**Activity:**
Return the lines below in which the string "junction" occurs.

**Data shown:**
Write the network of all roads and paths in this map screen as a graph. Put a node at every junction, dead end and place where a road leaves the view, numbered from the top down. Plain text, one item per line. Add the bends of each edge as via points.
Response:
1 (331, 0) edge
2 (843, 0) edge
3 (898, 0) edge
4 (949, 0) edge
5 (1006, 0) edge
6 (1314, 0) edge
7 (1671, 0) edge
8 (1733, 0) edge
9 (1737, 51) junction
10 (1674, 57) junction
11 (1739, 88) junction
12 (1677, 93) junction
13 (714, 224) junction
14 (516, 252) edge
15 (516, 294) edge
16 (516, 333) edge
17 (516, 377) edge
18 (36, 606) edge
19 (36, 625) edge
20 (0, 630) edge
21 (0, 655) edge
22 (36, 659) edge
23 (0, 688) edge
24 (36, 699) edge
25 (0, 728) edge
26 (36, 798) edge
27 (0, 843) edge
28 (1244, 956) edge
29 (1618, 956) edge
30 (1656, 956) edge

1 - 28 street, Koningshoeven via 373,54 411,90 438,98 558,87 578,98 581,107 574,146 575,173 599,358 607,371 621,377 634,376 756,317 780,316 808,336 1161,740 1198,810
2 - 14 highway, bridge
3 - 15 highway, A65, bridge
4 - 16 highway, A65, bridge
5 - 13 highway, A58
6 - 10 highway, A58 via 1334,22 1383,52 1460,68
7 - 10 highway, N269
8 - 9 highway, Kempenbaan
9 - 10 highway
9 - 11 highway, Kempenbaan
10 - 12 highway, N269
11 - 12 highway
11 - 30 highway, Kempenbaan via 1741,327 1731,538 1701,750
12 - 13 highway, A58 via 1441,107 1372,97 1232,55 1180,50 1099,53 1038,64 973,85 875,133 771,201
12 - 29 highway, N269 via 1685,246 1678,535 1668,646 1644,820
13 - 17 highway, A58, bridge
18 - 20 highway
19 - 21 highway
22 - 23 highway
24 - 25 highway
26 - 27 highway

**Task output:**
Write the network of all roads and paths in this map screen as a graph. Put a node at every junction, dead end and place where a road leaves the view, numbered from the top down. Plain text, one item per line. Add the bends of each edge as via points.
9 (1737, 51) junction
10 (1674, 57) junction
11 (1739, 88) junction
12 (1677, 93) junction
13 (714, 224) junction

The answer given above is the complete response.